Текст книги "Князь А. И. Урусов"
Автор книги: Максимилиан Волошин
Жанр: Критика, Искусство
Возрастные ограничения: +12
сообщить о неприемлемом содержимом
Текущая страница: 1 (всего у книги 1 страниц)
Максимилиан Волошин
Князь А. И. Урусов
«Есть люди, истинное призвание которых – мыслить, выдумывать, болтать, развевая эти мысли на воздух, служа миссионерами художественных и других идей. Невидимое сотрудничество таких людей не проходит бесследно. Они являются неведомыми инициаторами многих идей, которыми живут эпохи.

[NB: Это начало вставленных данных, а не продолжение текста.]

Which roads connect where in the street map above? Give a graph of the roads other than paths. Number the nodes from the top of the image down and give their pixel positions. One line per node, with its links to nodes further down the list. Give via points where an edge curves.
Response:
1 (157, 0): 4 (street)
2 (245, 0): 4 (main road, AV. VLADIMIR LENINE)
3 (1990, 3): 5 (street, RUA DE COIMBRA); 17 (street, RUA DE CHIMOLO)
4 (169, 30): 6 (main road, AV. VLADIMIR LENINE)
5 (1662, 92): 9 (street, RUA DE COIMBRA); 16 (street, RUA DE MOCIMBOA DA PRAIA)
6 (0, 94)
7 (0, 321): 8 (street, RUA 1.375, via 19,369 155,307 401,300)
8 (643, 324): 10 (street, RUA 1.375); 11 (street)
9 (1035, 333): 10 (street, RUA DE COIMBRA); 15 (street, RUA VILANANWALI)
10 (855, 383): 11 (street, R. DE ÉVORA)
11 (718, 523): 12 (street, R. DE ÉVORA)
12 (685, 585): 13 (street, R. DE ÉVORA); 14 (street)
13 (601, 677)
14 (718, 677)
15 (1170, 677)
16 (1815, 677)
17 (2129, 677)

Когда они начинают писать, они берут назад свое дело, нарушают принцип разделения труда. Я, быть может, принадлежу к числу этих бесполезных, но необходимых болтунов и книгонош. Сколько я распространил флоберовских и бодлеровских томов! Ведь это мне зачтется в стране, где зачитываются Сенкевичем и Надсоном».
Эти слова, написанные кн. А. И. Урусовым в одном из писем, – его скромное «Exegi monumentum»…
Имя знаменитое в анналах русской адвокатуры, а изданием этих двух толстых томов, посвященных его статьям, письмам и воспоминаниям о нем, приобретает еще более культурное и общественное значение для умственной истории России в конце XIX века.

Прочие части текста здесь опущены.